Task
Your task is to filter the entries and copy every line containing the string "Tilha".

Material shown
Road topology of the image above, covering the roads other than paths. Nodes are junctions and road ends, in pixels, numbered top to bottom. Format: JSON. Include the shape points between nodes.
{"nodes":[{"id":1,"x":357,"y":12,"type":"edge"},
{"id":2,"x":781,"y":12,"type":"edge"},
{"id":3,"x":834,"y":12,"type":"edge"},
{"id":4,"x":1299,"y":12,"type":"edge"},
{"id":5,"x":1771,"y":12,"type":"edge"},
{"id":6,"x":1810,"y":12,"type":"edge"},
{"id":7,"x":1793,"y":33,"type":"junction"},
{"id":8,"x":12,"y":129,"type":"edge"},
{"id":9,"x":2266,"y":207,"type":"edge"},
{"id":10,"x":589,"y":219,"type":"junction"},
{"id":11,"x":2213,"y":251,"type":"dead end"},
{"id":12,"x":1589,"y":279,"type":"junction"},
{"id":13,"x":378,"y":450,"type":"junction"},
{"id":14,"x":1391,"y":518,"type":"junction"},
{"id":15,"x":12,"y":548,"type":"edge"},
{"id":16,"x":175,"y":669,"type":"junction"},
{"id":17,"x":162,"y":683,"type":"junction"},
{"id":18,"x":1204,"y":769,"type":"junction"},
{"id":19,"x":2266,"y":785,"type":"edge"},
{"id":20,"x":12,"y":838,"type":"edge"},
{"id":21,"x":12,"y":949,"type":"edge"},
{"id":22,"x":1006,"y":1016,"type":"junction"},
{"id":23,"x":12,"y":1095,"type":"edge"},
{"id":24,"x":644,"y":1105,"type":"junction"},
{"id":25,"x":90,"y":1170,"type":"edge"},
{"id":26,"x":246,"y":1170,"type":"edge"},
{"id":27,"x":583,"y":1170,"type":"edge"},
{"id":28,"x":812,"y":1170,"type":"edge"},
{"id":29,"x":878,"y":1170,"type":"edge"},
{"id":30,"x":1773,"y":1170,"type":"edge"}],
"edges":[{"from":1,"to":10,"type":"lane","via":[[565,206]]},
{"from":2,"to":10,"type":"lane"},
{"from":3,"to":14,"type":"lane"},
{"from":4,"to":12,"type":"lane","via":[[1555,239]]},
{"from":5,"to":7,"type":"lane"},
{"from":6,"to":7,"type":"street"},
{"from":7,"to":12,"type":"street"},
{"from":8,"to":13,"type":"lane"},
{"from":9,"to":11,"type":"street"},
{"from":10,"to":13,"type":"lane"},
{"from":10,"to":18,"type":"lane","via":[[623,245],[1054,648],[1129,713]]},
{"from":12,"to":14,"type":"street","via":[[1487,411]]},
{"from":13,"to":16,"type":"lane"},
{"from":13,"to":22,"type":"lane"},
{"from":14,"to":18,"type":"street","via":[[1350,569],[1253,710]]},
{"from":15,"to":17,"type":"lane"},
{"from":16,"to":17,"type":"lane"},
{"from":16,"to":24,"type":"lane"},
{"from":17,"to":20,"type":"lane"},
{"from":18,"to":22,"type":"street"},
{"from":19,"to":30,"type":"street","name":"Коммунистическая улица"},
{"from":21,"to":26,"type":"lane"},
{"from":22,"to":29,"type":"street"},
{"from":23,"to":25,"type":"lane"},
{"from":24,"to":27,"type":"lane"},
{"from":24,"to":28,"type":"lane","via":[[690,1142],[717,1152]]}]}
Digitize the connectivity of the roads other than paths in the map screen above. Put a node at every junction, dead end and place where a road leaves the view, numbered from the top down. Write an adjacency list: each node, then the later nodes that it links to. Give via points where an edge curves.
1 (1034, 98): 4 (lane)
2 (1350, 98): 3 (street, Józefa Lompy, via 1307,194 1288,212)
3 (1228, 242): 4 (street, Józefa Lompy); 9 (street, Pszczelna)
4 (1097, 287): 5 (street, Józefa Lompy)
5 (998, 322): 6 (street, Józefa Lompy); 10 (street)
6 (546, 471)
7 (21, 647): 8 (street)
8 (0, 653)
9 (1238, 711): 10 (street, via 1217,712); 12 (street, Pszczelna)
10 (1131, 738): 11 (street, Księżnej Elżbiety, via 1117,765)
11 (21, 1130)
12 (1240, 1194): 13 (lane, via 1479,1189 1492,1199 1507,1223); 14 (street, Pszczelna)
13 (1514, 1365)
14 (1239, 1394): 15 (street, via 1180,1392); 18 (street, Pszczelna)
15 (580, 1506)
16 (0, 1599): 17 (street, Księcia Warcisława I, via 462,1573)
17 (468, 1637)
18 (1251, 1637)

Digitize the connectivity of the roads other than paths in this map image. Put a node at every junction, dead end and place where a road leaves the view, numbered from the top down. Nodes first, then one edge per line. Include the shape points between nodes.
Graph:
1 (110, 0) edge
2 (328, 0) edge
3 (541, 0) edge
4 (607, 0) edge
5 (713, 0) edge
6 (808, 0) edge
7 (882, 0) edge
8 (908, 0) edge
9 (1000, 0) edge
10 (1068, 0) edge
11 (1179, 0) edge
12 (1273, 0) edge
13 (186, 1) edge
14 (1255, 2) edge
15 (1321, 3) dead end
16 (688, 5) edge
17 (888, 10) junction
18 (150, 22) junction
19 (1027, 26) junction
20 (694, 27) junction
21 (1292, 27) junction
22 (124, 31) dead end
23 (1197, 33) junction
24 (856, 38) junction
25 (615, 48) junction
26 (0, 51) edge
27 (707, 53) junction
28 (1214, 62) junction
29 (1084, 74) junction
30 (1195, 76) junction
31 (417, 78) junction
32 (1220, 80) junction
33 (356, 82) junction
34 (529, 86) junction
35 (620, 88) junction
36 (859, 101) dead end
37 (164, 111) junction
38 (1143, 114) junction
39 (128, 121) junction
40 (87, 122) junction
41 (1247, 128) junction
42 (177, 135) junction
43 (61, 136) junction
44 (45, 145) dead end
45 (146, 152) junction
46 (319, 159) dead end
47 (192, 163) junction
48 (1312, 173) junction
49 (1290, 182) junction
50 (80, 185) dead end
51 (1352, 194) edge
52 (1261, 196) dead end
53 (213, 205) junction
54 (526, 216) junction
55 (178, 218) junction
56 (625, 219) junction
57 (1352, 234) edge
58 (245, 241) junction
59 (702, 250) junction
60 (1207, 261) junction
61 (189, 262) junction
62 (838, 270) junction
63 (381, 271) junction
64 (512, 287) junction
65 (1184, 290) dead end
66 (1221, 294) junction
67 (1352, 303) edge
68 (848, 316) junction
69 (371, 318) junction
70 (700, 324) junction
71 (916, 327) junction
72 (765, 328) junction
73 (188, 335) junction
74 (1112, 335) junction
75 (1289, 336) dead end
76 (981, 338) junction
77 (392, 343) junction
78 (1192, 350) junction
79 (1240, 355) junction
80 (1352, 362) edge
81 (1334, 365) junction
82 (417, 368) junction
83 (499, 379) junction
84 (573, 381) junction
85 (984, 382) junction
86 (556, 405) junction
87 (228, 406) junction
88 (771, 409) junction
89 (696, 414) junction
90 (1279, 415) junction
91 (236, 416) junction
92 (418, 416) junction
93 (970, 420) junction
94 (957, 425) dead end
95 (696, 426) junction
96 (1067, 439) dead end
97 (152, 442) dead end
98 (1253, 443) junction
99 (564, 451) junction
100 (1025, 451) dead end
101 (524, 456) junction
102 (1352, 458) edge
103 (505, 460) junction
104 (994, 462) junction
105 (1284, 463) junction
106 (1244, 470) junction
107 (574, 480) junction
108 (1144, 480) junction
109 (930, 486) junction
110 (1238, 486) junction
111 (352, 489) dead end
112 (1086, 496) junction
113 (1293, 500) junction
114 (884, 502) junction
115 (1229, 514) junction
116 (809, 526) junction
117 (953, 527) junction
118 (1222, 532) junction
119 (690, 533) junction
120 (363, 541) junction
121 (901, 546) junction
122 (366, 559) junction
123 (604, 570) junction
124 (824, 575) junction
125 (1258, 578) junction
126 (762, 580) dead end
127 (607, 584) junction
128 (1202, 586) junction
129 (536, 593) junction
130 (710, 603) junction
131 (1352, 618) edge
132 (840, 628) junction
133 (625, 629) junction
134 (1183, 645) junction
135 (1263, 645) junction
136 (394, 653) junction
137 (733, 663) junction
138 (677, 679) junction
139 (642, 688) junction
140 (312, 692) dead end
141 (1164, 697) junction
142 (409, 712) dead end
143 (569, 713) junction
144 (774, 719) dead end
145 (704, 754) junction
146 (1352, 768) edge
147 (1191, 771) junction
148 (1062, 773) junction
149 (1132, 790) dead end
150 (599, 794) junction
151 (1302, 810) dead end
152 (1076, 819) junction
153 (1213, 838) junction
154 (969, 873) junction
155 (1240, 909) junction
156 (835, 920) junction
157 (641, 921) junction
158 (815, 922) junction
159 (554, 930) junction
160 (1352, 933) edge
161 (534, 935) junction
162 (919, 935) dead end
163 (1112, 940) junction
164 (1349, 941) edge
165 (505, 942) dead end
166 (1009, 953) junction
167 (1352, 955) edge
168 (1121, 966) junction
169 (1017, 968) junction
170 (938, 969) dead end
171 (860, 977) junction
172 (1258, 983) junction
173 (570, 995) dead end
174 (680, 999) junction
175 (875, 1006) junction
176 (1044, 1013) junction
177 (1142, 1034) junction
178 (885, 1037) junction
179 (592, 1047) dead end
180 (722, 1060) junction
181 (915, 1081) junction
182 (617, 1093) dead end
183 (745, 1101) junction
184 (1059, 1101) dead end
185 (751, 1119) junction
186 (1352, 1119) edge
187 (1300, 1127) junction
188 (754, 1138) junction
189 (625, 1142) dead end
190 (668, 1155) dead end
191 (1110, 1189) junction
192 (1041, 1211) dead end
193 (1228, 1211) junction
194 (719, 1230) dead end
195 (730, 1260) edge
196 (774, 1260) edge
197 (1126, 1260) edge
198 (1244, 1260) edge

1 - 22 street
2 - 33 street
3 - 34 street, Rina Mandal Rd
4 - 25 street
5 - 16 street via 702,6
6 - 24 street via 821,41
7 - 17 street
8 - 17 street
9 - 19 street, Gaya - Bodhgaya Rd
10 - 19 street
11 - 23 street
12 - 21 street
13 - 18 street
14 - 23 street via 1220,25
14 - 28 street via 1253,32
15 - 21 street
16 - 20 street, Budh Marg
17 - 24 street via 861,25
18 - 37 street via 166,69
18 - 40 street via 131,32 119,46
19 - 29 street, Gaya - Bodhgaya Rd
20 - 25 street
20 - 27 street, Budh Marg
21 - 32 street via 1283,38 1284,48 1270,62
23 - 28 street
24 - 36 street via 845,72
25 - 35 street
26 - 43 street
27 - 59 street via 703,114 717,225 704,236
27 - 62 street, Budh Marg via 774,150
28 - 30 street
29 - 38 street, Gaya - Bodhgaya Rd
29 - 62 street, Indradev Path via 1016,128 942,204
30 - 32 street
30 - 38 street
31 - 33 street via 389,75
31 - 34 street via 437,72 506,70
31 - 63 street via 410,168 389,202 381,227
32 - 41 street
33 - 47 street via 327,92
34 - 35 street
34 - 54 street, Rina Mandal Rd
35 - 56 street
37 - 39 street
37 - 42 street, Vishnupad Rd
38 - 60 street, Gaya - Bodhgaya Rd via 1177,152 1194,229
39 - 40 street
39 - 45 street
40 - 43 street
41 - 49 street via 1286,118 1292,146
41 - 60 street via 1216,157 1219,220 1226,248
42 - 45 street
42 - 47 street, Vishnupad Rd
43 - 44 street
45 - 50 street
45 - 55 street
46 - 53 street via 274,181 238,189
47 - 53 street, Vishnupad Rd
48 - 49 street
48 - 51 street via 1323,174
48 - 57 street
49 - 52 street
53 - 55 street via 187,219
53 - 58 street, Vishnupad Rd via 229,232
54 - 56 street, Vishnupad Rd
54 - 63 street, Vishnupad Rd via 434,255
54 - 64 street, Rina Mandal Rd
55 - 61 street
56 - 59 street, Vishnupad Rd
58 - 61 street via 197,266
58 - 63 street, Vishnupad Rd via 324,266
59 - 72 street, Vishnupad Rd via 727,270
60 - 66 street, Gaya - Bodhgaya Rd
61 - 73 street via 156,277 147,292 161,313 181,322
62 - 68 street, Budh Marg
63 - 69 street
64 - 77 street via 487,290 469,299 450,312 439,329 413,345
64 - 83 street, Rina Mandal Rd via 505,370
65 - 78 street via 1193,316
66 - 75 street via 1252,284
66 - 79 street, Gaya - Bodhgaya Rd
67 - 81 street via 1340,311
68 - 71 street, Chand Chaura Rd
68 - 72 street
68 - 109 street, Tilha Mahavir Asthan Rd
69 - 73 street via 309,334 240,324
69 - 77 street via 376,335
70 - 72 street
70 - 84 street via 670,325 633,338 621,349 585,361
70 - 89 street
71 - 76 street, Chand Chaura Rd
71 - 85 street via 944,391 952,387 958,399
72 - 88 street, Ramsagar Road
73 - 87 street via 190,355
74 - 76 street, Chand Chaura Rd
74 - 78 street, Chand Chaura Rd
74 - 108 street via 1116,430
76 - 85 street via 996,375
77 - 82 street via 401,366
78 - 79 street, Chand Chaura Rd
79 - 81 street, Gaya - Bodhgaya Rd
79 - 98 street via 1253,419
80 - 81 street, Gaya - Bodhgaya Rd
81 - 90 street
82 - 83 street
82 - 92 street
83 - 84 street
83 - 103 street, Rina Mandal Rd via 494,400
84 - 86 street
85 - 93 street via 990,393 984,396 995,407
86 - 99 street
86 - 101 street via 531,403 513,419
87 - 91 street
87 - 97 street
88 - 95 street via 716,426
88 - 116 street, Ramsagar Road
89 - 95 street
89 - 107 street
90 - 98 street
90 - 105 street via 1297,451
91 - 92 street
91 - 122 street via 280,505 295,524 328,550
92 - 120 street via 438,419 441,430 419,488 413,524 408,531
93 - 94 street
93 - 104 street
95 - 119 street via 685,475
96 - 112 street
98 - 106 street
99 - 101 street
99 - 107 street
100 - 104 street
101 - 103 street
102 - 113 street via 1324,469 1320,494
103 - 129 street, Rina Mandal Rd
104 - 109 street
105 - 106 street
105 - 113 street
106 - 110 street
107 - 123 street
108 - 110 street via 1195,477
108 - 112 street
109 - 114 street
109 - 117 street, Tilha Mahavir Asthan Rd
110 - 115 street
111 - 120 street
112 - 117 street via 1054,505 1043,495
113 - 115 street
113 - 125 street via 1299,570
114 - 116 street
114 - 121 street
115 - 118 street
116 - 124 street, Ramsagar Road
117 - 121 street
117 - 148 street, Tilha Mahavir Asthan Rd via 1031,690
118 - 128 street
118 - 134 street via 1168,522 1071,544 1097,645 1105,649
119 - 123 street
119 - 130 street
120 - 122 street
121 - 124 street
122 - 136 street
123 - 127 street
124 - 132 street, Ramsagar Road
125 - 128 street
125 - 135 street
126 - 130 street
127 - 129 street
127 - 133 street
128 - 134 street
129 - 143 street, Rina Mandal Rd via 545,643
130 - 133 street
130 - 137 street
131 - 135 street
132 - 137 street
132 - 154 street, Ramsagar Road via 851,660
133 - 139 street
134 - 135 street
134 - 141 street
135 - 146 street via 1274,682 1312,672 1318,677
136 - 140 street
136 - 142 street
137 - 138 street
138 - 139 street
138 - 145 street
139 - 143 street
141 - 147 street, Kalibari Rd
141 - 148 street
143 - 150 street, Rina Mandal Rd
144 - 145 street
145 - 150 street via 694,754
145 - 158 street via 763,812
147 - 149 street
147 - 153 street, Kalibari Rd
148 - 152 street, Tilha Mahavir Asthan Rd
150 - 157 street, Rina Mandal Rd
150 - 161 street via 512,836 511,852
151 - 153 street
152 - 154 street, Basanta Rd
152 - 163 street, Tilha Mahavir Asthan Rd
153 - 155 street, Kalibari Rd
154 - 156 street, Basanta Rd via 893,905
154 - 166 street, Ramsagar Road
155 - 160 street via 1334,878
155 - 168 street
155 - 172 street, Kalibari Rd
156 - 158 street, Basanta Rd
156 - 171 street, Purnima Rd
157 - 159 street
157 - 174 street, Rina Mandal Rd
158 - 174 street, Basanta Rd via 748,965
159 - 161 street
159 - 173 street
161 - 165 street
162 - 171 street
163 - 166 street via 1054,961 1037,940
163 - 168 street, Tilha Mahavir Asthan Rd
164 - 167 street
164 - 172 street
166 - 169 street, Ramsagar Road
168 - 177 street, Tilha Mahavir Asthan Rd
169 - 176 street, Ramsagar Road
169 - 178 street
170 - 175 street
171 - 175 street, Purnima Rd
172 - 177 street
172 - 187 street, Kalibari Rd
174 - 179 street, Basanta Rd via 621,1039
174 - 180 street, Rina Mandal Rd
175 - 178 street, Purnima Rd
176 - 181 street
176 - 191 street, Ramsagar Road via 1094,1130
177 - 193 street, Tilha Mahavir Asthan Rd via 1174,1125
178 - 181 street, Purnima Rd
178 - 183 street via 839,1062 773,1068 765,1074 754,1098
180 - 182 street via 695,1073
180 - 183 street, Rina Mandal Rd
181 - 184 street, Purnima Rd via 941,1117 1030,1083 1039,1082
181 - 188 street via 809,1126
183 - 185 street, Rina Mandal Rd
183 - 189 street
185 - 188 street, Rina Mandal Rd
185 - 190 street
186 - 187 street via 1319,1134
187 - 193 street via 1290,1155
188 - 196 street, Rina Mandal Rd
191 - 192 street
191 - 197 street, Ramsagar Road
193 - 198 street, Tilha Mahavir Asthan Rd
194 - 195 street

Task output
68 - 109 street, Tilha Mahavir Asthan Rd
109 - 117 street, Tilha Mahavir Asthan Rd
117 - 148 street, Tilha Mahavir Asthan Rd via 1031,690
148 - 152 street, Tilha Mahavir Asthan Rd
152 - 163 street, Tilha Mahavir Asthan Rd
163 - 168 street, Tilha Mahavir Asthan Rd
168 - 177 street, Tilha Mahavir Asthan Rd
177 - 193 street, Tilha Mahavir Asthan Rd via 1174,1125
193 - 198 street, Tilha Mahavir Asthan Rd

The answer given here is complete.